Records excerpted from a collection
◇ ◇ ◇ ◇ ◇

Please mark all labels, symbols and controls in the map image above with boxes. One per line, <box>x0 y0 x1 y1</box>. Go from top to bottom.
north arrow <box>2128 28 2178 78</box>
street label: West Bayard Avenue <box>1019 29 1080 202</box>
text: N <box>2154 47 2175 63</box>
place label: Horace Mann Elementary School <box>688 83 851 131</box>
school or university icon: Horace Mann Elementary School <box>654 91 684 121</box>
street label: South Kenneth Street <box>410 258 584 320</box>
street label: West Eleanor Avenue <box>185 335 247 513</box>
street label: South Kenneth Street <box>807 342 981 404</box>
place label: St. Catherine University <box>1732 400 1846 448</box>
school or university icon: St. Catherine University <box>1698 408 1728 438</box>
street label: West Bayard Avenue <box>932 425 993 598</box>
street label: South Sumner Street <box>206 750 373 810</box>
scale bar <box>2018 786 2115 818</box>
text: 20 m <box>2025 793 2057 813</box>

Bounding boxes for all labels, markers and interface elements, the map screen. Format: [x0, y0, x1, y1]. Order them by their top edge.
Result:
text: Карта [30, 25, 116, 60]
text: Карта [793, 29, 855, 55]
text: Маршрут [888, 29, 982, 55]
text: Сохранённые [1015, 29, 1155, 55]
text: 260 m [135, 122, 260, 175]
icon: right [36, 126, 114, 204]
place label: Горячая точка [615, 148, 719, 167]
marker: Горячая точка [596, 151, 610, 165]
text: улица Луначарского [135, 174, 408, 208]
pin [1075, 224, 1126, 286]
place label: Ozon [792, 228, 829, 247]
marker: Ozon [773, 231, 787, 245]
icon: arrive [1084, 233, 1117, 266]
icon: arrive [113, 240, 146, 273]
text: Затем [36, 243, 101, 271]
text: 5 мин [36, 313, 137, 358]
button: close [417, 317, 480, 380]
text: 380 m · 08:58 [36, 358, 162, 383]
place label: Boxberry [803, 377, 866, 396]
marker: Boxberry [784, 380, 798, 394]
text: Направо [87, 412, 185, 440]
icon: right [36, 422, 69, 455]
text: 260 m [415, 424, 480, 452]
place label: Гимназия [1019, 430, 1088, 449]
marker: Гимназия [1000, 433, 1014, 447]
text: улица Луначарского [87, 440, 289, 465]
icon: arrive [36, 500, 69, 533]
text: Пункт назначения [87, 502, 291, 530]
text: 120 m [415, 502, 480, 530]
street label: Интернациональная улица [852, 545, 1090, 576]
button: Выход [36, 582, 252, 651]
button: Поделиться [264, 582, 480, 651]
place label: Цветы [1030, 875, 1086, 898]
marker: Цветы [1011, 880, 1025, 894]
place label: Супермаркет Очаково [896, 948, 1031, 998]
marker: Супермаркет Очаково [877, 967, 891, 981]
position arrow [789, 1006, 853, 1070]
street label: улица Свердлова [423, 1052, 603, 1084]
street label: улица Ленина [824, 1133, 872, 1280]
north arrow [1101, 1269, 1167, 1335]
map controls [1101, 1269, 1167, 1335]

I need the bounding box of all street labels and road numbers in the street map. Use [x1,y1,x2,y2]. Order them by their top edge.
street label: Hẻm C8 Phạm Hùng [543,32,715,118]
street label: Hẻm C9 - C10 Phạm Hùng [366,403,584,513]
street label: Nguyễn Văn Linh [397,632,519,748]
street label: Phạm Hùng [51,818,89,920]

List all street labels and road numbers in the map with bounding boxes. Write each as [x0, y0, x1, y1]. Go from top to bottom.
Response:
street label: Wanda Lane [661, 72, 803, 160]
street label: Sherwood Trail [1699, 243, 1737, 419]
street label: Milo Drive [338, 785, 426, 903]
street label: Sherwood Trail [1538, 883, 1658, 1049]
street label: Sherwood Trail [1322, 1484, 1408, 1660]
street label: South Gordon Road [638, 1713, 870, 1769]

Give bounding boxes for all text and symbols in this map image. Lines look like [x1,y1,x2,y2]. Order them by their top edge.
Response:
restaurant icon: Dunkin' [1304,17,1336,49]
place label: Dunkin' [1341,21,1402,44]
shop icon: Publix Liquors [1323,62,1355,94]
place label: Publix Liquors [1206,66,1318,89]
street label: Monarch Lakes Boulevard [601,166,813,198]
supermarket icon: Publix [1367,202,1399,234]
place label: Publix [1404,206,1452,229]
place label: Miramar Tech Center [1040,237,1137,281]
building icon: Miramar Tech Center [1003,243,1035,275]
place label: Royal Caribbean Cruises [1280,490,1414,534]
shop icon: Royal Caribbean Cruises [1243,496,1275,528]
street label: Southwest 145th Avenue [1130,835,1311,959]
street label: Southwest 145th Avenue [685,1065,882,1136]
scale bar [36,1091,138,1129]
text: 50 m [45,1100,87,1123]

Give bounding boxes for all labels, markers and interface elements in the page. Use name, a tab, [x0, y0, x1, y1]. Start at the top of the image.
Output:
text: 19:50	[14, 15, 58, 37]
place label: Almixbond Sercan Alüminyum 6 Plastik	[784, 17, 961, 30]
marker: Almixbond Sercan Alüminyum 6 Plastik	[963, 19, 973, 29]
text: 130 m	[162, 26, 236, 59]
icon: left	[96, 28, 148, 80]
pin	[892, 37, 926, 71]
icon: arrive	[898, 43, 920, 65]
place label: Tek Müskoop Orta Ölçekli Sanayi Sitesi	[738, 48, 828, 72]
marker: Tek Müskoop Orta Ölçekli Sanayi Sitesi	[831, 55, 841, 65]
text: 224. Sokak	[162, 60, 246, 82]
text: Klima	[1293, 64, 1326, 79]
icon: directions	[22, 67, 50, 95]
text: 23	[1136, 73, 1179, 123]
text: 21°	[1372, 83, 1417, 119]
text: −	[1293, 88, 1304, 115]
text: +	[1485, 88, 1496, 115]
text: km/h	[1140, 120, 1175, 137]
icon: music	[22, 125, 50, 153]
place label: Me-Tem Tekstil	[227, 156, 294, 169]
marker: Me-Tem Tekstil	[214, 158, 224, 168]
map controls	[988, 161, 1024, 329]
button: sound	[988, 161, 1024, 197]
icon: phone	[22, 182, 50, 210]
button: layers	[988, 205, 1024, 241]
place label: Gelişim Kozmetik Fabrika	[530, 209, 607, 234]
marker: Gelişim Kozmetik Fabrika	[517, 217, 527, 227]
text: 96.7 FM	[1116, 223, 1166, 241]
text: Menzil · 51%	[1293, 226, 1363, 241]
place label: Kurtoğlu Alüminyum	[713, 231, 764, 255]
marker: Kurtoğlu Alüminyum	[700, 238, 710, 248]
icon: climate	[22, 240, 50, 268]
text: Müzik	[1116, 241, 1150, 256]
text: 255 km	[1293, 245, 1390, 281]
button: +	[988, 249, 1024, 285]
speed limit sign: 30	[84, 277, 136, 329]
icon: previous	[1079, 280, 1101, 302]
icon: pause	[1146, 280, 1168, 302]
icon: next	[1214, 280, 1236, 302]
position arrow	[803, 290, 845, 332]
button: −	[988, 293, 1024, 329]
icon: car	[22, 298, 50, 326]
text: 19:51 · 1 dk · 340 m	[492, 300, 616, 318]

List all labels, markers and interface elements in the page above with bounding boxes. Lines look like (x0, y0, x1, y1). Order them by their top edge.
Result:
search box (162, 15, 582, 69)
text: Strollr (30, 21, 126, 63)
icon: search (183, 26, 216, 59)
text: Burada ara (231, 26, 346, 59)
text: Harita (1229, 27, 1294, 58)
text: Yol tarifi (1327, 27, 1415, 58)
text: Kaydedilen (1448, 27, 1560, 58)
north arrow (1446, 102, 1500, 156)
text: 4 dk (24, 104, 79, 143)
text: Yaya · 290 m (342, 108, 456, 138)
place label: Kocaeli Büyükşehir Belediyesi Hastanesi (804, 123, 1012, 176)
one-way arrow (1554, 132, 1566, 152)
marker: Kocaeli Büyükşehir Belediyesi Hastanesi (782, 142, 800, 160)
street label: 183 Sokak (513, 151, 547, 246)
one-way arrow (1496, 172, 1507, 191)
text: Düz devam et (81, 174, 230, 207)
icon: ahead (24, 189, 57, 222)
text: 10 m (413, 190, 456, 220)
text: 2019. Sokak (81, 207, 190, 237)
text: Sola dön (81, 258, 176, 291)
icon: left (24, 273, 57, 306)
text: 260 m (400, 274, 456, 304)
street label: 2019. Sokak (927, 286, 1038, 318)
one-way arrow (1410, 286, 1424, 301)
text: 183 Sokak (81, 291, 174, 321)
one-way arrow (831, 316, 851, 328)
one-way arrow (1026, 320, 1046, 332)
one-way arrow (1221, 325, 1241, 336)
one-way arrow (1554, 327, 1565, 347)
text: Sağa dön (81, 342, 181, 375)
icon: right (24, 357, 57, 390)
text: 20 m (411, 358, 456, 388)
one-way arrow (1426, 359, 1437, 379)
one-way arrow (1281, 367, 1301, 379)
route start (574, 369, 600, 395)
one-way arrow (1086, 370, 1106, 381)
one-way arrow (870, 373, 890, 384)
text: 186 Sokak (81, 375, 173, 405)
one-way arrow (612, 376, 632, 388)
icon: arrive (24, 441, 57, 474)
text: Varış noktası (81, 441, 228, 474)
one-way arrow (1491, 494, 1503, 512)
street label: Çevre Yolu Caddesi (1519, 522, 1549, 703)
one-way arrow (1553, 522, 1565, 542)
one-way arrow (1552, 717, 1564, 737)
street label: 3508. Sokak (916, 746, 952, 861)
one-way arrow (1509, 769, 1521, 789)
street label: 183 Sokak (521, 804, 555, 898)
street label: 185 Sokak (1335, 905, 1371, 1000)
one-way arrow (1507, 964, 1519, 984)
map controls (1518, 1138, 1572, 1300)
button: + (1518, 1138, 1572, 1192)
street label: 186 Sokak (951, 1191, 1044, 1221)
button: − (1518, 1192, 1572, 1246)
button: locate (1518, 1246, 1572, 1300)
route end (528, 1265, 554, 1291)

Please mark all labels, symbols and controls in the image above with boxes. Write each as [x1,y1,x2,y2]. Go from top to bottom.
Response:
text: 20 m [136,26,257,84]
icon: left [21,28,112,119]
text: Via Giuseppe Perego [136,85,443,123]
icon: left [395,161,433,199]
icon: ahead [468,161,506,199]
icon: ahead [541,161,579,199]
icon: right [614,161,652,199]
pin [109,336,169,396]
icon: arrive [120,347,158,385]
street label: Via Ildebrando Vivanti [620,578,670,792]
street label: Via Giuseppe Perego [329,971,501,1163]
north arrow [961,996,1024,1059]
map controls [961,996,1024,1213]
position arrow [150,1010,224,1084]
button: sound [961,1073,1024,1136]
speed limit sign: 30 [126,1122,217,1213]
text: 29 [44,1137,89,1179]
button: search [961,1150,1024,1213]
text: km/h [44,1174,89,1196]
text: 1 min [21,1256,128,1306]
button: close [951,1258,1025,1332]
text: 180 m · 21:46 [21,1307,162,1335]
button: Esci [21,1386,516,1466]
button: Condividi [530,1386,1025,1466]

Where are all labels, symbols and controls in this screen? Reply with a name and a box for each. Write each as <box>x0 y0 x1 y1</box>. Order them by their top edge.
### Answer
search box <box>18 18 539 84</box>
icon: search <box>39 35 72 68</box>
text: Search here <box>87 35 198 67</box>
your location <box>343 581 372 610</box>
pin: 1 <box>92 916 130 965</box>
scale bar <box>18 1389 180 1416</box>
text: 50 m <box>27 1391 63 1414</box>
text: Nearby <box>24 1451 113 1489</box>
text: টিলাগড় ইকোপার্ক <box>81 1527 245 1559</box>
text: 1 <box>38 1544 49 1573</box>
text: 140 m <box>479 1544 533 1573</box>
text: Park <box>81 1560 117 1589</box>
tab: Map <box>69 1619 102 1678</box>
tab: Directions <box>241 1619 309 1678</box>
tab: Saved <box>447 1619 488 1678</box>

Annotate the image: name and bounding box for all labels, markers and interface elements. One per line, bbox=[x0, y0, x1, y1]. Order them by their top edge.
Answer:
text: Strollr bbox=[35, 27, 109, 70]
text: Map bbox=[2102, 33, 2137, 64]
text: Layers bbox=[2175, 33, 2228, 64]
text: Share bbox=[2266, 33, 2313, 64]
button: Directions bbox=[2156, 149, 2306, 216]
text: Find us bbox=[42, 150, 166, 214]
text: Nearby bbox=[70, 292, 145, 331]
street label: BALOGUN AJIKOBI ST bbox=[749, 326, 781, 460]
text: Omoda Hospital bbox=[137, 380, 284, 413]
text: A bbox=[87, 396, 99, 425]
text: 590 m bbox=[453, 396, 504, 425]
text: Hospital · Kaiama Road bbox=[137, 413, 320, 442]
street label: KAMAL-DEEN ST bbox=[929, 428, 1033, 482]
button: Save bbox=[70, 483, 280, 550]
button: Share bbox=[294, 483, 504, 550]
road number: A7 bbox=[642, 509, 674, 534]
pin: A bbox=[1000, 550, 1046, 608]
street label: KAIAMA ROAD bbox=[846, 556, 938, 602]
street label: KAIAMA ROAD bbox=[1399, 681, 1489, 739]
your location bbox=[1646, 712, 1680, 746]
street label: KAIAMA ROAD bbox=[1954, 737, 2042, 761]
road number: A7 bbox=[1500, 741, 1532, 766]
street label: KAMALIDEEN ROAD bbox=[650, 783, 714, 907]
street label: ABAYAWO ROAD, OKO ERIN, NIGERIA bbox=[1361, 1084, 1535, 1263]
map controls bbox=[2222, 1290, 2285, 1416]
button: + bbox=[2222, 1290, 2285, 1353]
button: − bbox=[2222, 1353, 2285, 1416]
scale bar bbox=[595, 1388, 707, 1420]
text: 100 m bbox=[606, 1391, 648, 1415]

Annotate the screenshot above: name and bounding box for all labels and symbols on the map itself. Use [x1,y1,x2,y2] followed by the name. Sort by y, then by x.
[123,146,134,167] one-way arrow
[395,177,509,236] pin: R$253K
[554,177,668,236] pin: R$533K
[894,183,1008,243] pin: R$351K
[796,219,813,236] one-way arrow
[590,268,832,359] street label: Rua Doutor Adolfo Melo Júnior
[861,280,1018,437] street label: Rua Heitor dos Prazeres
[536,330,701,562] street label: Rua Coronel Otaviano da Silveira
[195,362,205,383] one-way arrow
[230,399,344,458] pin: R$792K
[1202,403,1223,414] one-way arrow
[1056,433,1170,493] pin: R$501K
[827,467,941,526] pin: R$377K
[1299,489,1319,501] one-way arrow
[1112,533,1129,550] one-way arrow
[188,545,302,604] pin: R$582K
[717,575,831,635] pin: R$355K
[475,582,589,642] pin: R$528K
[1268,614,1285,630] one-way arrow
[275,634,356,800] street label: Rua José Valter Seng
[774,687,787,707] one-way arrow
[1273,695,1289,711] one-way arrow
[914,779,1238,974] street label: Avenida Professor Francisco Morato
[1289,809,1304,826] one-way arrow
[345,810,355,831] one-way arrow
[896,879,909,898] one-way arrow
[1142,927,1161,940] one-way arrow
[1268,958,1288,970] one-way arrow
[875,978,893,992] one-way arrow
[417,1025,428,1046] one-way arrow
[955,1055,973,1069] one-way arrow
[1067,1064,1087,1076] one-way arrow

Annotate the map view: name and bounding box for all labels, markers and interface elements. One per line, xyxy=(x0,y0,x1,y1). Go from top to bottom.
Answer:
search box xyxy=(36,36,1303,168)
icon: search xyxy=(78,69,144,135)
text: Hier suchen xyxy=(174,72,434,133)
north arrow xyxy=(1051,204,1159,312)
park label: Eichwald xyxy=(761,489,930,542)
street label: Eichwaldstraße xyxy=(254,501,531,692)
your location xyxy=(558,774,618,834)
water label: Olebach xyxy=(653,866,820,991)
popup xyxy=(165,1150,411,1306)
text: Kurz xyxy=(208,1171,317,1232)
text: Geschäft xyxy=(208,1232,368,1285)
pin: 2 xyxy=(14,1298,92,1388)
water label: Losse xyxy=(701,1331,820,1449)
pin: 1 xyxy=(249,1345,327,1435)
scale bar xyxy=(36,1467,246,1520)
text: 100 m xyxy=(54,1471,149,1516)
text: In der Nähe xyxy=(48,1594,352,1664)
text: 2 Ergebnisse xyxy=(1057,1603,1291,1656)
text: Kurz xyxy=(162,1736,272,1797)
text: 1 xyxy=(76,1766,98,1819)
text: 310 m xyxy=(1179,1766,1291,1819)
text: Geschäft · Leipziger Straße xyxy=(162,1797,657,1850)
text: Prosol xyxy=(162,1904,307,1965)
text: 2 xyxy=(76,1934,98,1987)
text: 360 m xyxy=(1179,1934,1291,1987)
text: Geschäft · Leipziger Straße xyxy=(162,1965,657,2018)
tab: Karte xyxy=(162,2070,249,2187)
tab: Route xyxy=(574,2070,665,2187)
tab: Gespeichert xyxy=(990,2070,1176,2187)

◇ ◇ ◇ ◇ ◇

Before answering, check every line of the records for the string "Give", then state how many lines have it, with the number only.

*Output below*
2